Au sein des entreprises, les directions « développement durable » se sont renforcées et les principes
de responsabilité sociale et environnementale, l’éco-conception, se sont diffusés. L’innovation verte
constitue maintenant un aspect essentiel des stratégies des entreprises qui reconnaissent par ailleurs
la nécessité d’un prix du carbone suivant une trajectoire progressive et prévisible. Enfin, les politiques
de transition écologique ont continué à progresser malgré la crise économique, notamment dans les
secteurs les plus directement concernés par les enjeux climatiques. Cependant, le degré de cette
intégration apparaît très déséquilibré encore entre, d’un côté le domaine de la production d’électricité,
et de l’autre tout ce qui concerne les usages de l’énergie, l’alimentation, la biodiversité…
Surtout, alors que le sentiment qui semblait dominer était que l’intégration « social-environnement »
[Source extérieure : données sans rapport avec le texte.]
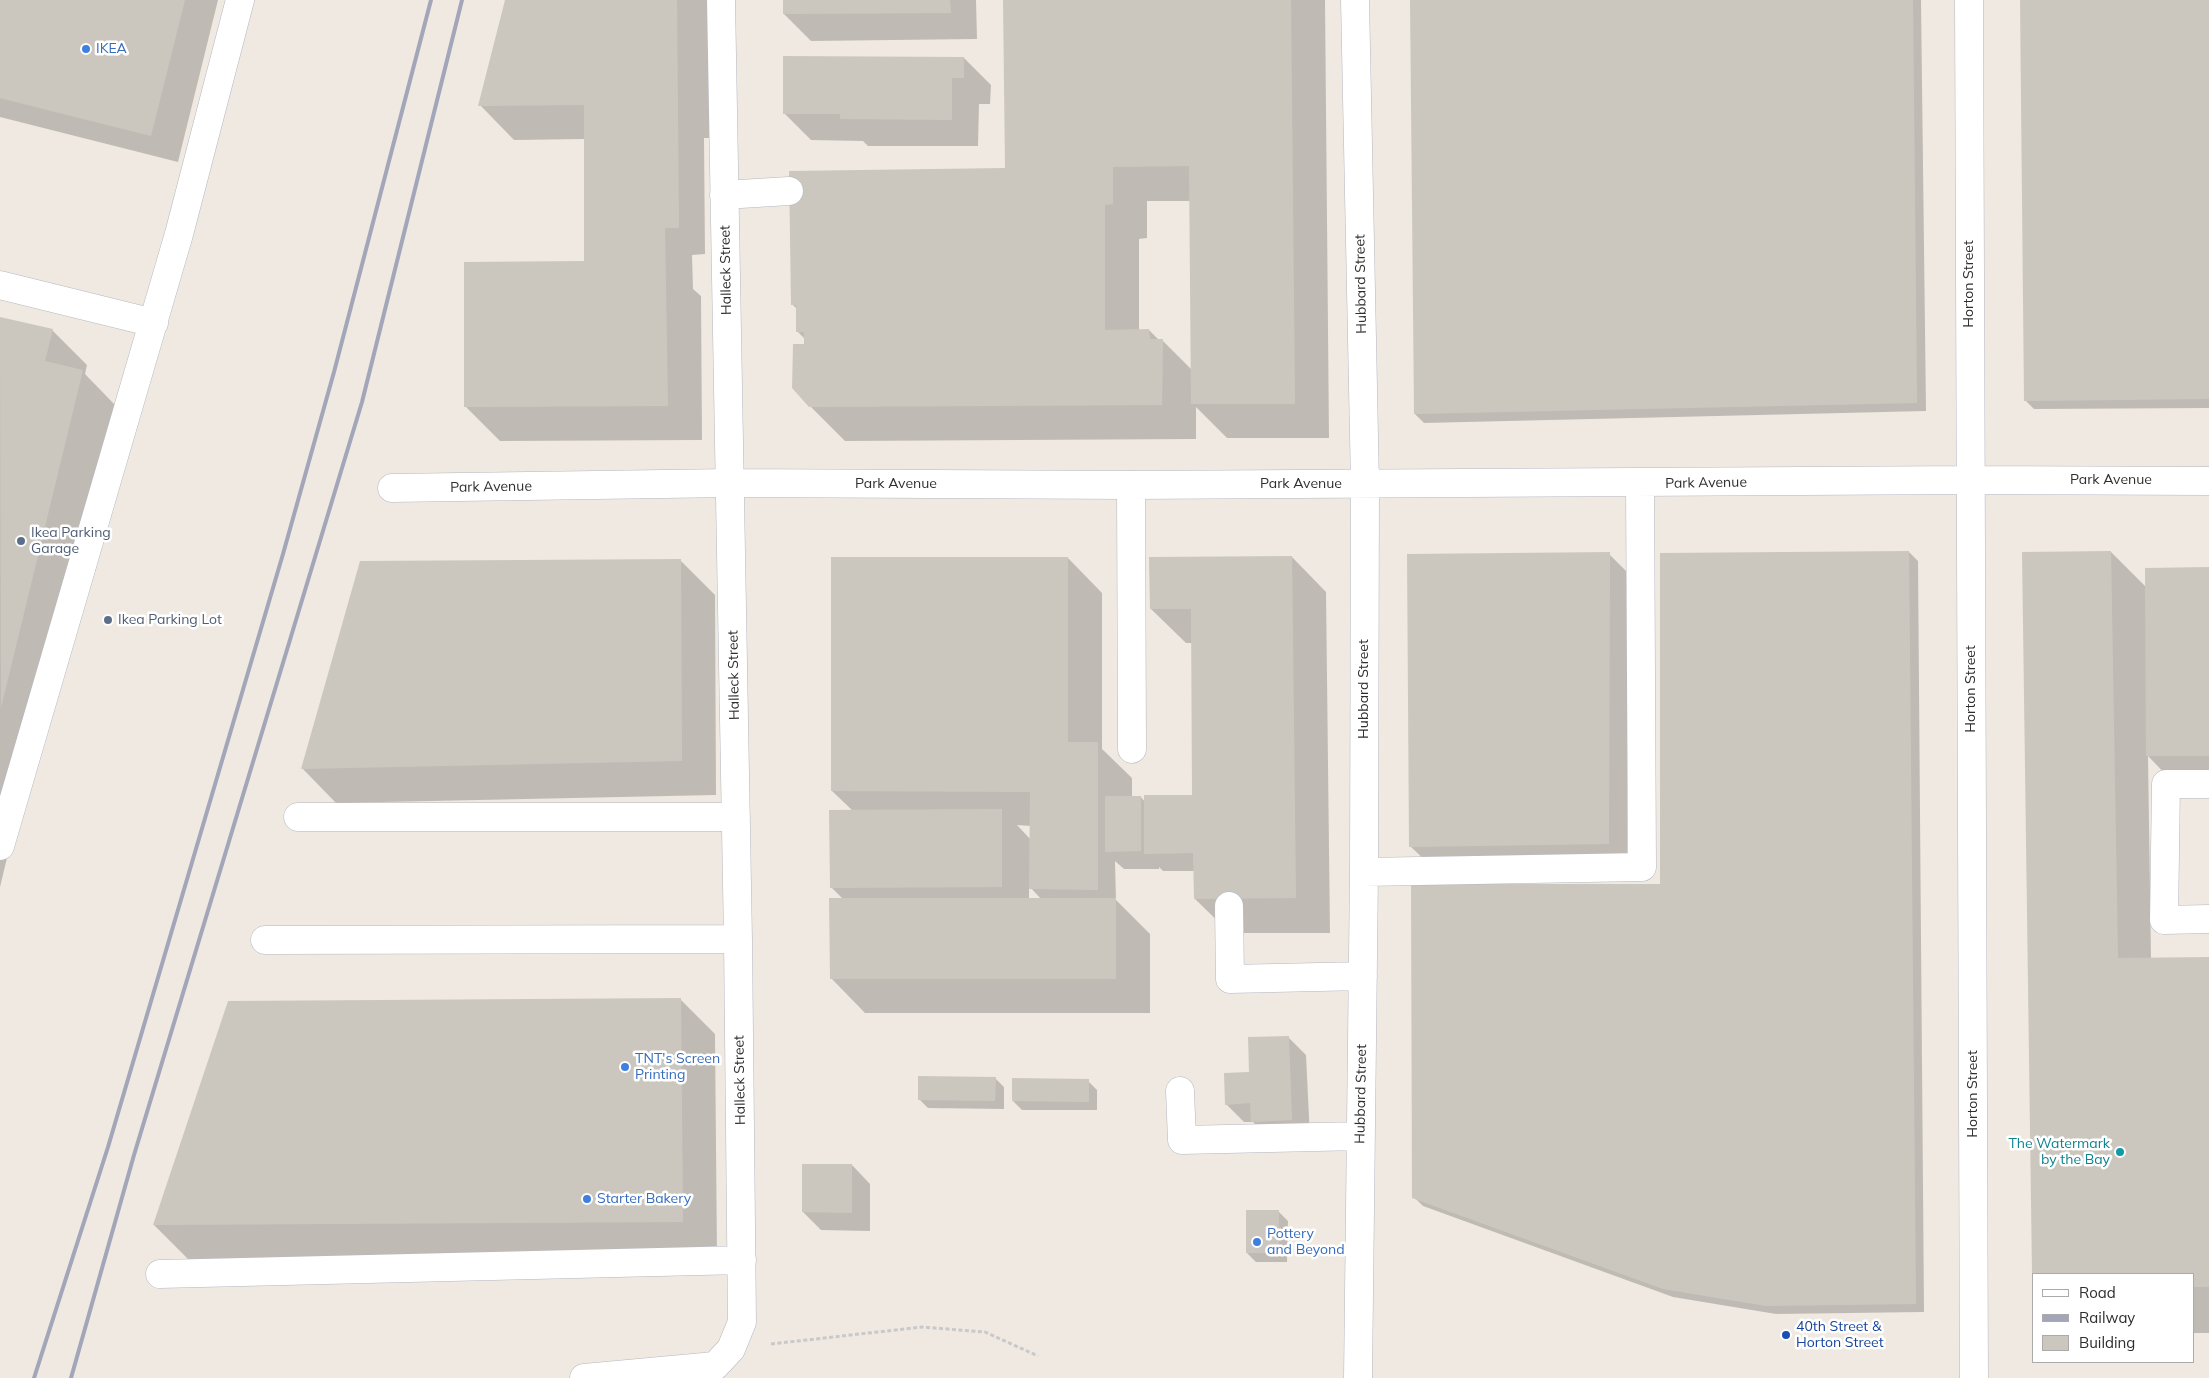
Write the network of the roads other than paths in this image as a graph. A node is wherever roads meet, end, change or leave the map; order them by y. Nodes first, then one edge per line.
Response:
1 (240, 0) edge
2 (721, 0) edge
3 (1355, 0) edge
4 (1969, 0) edge
5 (789, 191) dead end
6 (724, 195) junction
7 (0, 285) edge
8 (154, 323) junction
9 (1970, 480) junction
10 (2209, 481) edge
11 (731, 483) junction
12 (1640, 483) junction
13 (1365, 484) junction
14 (1131, 485) junction
15 (392, 488) dead end
16 (1132, 748) dead end
17 (2209, 784) edge
18 (298, 817) dead end
19 (736, 817) junction
20 (0, 846) edge
21 (1364, 872) junction
22 (1229, 906) dead end
23 (2209, 919) edge
24 (265, 940) dead end
25 (738, 940) junction
26 (1363, 976) junction
27 (1180, 1092) dead end
28 (1361, 1136) junction
29 (742, 1260) junction
30 (160, 1274) dead end
31 (584, 1378) edge
32 (1358, 1378) edge
33 (1974, 1378) edge

1 - 8 street
2 - 6 street, Halleck Street
3 - 13 street, Hubbard Street
4 - 9 street, Horton Street
5 - 6 street
6 - 11 street, Halleck Street
7 - 8 street
8 - 20 street
9 - 10 street, Park Avenue
9 - 12 street, Park Avenue
9 - 33 street, Horton Street
11 - 14 street, Park Avenue
11 - 15 street, Park Avenue
11 - 19 street, Halleck Street
12 - 13 street, Park Avenue
12 - 21 street
13 - 14 street, Park Avenue
13 - 21 street, Hubbard Street
14 - 16 street
17 - 23 street
18 - 19 street
19 - 25 street, Halleck Street
21 - 26 street, Hubbard Street
22 - 26 street
24 - 25 street
25 - 29 street, Halleck Street
26 - 28 street, Hubbard Street
27 - 28 street
28 - 32 street, Hubbard Street
29 - 30 street
29 - 31 street, Halleck Street

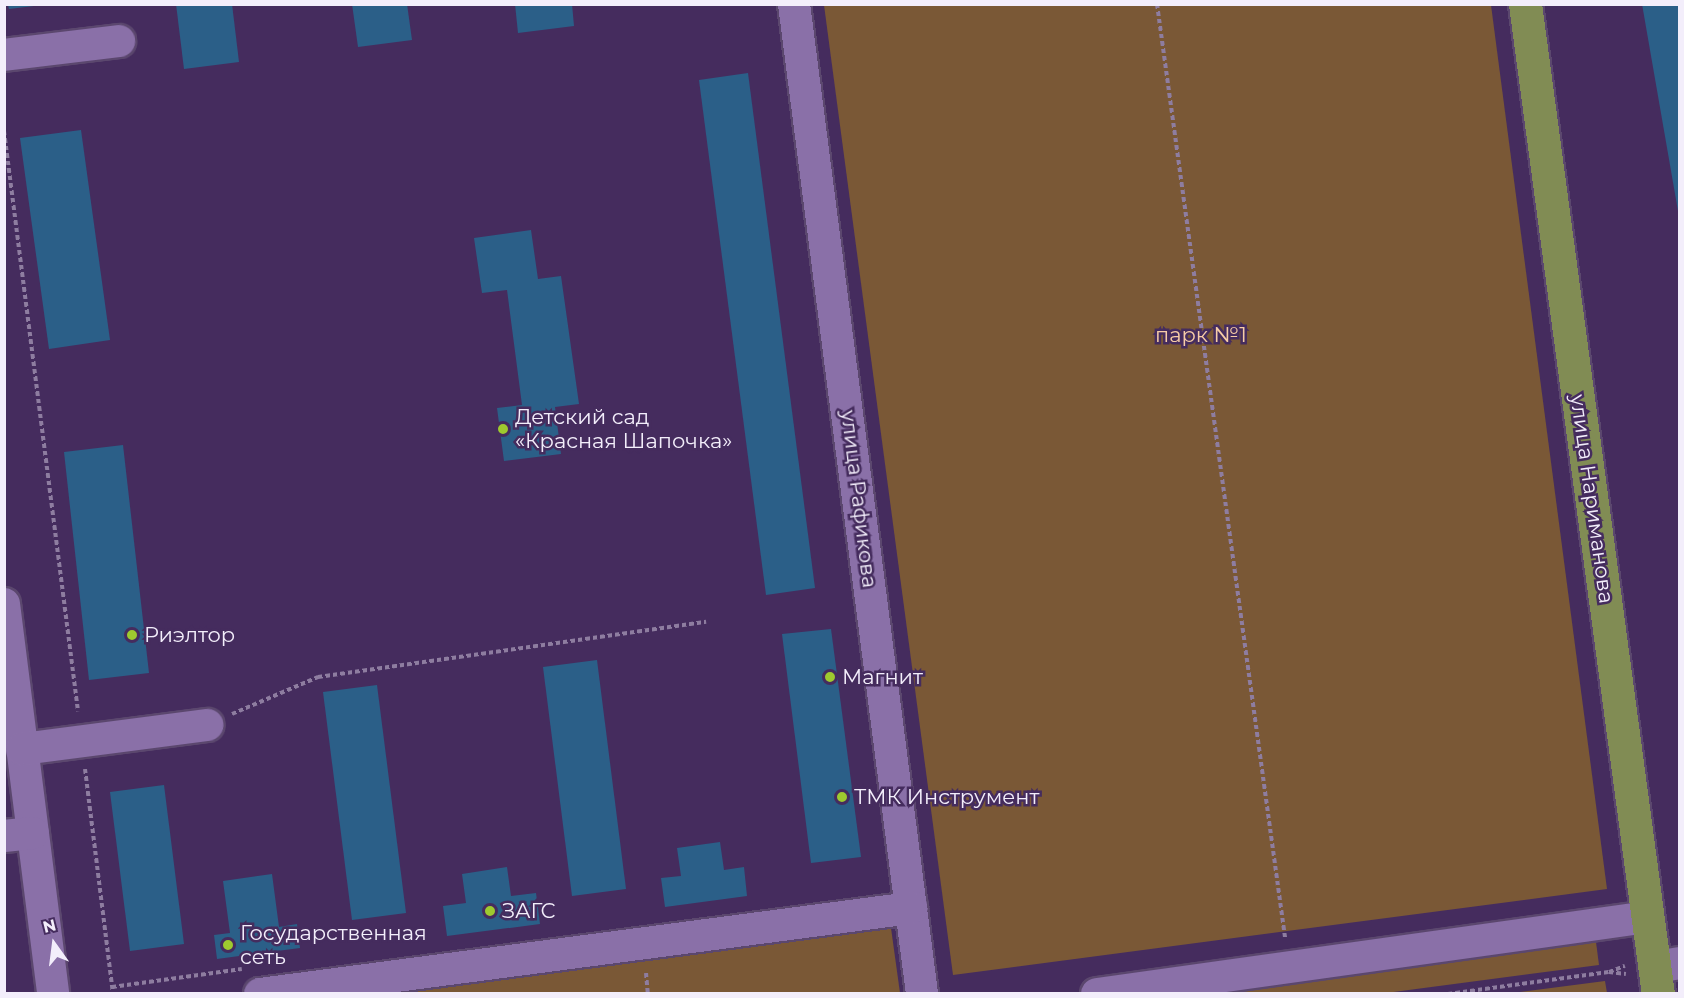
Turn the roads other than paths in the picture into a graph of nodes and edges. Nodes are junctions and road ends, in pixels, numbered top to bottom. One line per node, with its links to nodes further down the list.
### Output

était plus délicate que celle entre économie et environnement, les politiques environnementales se
trouvent aujourd’hui confrontées à des conflits aigus entre, d’un côté les parties se réclamant du
développement économique et, de l’autre, celles de la protection de l’environnement.
A cet égard, sont significatives les controverses sur les projets locaux (barrages, aéroports, centres de
traitement de déchets….) et la cristallisation des blocages sur certains choix à forte dimension
technologique (OGM, gaz de schiste, nucléaire), malgré le renforcement des agences de sécurité
indépendantes. Par ailleurs il y a un débat récurrent sur l’excès de réglementation environnementale,
notamment dans les domaines de l’agriculture, de l’urbanisme et de la construction. D’un côté,
certains objectifs fixés dans les plans d’action pour la transition écologique sont jugés excessivement
coûteux à atteindre et il est mis en avant que les études d’impacts n’intégreraient pas assez les
contraintes de la compétition économique. De l’autre, il y a encore beaucoup de « green-washing » et,
plus fondamentalement, d’évolutions alarmantes, dans le domaine des sols ou de la qualité des eaux
par exemple, où les progrès apparaissent bien lents.
Souvent, l’impression qui domine ainsi « vu des tranchées » est l’importance des blocages, les
politiques environnementales se retrouvant in fine sur la défensive. Ceci se trouve renforcé par le
doute qui résulte des controverses entre experts, par exemple à propos de l’hypothèse dite de Porter.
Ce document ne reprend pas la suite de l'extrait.